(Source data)
*** Begin section ***

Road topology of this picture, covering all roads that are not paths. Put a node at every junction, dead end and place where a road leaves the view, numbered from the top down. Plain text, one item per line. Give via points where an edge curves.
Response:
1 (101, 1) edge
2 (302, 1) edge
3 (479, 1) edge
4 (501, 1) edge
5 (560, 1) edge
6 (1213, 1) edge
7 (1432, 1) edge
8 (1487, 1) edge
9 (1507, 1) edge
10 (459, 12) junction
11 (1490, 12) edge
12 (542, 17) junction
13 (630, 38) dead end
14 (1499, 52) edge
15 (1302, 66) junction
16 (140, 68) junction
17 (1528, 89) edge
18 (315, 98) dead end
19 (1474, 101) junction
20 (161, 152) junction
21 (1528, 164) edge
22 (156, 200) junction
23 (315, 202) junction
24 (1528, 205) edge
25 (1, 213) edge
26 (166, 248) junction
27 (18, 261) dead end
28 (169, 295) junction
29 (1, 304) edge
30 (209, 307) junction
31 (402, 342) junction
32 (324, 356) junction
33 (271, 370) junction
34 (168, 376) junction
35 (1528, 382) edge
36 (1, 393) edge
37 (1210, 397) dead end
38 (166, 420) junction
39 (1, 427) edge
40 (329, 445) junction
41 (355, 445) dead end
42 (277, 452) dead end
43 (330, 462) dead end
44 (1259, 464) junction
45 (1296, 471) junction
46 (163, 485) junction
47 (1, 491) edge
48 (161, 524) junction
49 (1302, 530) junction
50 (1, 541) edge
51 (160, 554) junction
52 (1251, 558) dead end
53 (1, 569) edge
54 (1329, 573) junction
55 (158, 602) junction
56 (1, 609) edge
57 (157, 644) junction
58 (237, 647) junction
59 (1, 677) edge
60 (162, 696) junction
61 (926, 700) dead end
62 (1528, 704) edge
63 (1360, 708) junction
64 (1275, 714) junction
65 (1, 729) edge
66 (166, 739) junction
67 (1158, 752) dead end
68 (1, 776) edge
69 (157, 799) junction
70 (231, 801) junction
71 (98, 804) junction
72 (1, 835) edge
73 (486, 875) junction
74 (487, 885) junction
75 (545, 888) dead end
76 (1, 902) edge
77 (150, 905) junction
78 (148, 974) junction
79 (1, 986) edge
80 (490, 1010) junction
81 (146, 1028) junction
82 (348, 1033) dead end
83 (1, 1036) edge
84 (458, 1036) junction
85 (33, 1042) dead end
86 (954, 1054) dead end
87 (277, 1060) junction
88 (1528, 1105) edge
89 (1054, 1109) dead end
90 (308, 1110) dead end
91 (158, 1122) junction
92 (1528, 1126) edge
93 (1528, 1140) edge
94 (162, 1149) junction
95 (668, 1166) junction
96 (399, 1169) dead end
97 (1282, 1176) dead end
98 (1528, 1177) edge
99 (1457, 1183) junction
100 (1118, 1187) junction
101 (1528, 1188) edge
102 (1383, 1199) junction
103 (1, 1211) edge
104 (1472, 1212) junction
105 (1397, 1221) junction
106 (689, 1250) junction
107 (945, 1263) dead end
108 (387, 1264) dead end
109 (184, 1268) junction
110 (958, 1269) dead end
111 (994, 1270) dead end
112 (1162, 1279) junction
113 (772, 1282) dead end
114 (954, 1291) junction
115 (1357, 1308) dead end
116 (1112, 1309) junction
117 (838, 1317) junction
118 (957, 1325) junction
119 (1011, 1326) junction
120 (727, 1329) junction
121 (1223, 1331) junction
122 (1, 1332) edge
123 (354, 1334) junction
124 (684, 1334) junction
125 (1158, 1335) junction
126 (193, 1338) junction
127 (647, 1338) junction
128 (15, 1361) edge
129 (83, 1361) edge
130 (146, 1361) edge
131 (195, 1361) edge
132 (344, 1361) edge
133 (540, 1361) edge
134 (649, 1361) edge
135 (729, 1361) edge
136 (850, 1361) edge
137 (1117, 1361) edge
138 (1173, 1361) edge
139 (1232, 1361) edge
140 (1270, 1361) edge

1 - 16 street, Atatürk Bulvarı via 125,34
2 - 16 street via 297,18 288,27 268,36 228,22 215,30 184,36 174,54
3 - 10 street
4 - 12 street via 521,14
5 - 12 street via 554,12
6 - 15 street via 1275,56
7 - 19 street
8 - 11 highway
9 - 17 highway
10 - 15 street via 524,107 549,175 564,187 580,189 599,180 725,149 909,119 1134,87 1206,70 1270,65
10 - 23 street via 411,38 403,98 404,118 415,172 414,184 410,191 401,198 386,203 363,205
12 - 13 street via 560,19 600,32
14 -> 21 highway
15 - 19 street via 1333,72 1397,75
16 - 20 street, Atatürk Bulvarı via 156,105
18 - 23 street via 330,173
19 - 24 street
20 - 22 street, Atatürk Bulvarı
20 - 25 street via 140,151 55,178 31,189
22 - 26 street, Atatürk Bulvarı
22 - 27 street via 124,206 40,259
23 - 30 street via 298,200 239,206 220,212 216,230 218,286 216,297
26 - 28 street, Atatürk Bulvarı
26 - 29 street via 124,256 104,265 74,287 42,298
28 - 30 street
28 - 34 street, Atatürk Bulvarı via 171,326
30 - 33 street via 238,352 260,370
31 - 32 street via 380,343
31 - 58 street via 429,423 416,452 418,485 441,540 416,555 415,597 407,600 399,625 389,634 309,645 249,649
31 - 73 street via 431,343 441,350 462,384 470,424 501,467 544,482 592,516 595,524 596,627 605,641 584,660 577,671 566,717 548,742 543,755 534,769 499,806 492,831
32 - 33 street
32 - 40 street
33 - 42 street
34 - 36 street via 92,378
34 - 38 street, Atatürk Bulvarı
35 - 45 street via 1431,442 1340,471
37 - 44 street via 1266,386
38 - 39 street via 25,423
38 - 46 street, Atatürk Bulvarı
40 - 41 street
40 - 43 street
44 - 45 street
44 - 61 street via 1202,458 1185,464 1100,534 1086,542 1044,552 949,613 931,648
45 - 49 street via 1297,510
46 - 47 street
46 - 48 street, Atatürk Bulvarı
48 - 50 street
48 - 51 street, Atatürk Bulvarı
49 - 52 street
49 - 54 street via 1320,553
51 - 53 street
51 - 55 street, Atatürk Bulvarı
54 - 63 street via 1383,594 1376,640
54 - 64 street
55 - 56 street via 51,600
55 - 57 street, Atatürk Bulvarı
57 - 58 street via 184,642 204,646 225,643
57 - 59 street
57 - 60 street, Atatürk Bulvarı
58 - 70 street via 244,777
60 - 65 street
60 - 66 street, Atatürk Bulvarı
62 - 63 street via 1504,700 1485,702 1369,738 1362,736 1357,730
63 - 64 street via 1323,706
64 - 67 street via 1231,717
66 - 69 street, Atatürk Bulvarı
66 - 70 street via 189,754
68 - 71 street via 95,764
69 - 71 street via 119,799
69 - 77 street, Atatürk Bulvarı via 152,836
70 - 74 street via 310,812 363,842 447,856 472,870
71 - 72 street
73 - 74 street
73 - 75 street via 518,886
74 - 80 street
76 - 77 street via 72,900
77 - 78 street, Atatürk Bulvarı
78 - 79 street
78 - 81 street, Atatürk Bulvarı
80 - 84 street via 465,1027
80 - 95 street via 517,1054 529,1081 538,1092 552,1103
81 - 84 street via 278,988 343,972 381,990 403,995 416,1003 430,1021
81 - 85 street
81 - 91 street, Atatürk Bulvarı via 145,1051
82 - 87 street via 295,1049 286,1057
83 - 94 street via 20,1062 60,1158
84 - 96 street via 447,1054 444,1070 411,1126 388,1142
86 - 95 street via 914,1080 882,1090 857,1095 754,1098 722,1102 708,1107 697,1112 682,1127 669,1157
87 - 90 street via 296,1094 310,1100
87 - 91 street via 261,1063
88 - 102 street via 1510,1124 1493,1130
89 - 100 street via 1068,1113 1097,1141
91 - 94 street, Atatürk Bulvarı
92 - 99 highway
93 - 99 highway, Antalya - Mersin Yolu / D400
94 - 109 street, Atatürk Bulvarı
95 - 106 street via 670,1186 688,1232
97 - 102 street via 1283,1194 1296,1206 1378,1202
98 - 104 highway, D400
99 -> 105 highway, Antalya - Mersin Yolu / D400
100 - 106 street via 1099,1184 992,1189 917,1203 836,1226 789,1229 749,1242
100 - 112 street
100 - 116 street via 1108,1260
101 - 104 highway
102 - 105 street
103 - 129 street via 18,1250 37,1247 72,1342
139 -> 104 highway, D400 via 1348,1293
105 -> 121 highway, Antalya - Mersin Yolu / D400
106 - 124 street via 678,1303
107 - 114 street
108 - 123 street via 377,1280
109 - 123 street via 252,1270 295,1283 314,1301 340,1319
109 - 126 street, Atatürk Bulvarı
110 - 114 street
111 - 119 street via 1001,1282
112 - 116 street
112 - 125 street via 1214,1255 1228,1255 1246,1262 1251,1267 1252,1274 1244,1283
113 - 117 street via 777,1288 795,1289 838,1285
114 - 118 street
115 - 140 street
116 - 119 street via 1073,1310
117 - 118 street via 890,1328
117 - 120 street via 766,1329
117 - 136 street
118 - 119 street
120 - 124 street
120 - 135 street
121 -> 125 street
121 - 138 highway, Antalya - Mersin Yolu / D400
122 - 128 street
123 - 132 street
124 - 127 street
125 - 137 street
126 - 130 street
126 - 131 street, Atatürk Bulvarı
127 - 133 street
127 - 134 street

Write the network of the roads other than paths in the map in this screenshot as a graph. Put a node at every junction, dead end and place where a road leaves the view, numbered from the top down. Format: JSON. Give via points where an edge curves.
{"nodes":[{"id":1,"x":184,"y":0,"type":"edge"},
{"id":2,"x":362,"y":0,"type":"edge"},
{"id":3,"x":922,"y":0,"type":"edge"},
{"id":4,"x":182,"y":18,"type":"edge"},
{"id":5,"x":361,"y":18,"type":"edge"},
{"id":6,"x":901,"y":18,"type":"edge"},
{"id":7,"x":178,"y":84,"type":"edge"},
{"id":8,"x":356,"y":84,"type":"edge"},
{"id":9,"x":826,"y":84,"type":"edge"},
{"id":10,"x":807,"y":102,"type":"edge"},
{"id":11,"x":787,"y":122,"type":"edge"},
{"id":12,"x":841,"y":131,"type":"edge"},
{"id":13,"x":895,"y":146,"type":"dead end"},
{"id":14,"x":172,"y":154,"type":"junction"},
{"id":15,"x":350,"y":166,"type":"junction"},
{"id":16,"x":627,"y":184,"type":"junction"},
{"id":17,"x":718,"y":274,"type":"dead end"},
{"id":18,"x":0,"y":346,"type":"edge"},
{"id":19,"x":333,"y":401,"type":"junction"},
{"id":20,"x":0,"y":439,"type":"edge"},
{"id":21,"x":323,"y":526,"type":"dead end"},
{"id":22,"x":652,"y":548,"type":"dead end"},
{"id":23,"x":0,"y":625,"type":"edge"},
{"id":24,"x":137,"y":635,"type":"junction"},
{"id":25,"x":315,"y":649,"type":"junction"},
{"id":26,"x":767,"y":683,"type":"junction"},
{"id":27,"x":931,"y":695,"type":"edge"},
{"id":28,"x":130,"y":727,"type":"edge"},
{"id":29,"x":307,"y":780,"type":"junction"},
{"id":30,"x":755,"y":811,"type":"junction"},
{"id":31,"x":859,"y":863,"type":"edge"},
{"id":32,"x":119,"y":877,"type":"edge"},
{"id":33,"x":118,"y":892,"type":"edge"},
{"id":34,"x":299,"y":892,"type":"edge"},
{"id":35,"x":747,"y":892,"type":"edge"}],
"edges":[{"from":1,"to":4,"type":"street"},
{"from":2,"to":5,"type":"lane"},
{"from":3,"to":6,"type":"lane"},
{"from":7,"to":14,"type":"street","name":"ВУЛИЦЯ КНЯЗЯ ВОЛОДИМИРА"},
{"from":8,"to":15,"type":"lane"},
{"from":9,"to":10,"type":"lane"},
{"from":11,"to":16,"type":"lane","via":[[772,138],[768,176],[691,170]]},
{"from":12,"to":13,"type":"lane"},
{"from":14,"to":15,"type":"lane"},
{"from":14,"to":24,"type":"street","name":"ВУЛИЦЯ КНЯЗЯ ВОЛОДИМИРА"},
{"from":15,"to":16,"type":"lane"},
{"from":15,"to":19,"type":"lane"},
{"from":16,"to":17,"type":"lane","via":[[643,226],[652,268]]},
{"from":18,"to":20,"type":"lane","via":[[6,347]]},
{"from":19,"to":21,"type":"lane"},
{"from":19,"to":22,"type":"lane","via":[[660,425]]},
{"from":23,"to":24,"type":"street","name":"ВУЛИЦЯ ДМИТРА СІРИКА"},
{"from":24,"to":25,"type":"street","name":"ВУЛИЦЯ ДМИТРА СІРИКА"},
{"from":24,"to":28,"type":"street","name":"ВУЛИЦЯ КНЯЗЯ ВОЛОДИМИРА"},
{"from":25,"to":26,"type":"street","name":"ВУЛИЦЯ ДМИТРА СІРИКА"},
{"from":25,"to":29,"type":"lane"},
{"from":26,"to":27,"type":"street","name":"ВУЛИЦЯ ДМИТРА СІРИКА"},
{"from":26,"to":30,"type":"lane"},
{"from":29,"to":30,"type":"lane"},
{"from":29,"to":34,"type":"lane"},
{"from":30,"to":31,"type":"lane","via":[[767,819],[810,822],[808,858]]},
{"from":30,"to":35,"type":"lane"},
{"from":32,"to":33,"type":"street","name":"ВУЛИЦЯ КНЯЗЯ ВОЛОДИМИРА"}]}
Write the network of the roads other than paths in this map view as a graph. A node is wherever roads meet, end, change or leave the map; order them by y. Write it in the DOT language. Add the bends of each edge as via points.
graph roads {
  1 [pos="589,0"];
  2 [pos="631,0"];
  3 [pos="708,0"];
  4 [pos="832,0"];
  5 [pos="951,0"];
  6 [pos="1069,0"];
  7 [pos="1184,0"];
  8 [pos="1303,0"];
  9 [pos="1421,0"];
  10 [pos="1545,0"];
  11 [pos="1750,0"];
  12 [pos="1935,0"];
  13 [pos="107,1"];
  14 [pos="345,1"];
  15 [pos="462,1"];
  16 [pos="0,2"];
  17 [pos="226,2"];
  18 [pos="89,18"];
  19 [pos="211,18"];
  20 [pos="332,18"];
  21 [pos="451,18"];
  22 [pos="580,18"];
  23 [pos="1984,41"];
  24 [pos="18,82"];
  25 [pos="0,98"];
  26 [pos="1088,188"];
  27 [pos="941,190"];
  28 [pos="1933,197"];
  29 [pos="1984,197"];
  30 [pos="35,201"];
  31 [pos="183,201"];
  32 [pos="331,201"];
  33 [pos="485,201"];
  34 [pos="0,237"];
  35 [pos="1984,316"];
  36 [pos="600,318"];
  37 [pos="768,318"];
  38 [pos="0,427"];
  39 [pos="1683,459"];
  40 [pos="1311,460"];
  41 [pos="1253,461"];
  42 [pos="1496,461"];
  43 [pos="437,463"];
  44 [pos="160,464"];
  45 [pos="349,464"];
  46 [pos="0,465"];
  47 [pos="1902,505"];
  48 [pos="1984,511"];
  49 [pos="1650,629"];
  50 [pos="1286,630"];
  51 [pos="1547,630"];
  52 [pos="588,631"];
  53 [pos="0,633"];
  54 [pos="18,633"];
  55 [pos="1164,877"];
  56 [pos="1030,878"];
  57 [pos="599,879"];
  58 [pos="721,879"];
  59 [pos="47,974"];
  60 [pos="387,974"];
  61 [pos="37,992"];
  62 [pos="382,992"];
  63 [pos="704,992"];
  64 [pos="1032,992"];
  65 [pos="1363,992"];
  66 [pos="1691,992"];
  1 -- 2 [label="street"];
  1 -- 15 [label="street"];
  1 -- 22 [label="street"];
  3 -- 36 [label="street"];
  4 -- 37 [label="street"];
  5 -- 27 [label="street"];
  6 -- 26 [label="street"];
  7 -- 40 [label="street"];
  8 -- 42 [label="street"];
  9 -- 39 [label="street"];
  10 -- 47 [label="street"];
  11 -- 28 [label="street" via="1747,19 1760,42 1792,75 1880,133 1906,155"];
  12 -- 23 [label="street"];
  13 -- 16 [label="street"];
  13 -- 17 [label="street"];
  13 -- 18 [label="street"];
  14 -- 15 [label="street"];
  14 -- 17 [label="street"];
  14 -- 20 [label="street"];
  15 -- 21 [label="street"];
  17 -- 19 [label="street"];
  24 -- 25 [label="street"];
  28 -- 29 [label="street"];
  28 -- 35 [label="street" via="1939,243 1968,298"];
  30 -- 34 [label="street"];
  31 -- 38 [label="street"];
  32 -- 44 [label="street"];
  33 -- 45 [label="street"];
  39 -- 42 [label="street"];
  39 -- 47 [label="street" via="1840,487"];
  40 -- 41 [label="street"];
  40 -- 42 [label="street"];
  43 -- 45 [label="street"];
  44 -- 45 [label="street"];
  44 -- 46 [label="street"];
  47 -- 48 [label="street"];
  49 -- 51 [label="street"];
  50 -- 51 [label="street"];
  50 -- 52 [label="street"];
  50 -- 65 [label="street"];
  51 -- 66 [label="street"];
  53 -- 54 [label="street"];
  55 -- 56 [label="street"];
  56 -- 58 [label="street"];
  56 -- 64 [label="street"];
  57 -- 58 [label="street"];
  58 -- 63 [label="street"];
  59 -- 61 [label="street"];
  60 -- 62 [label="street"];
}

*** End section ***

THE PROBLEM:
Using the entries above, copy out all lines that contain the string "КНЯЗЯ".

TASK RESPONSE:
{"from":7,"to":14,"type":"street","name":"ВУЛИЦЯ КНЯЗЯ ВОЛОДИМИРА"},
{"from":14,"to":24,"type":"street","name":"ВУЛИЦЯ КНЯЗЯ ВОЛОДИМИРА"},
{"from":24,"to":28,"type":"street","name":"ВУЛИЦЯ КНЯЗЯ ВОЛОДИМИРА"},
{"from":32,"to":33,"type":"street","name":"ВУЛИЦЯ КНЯЗЯ ВОЛОДИМИРА"}]}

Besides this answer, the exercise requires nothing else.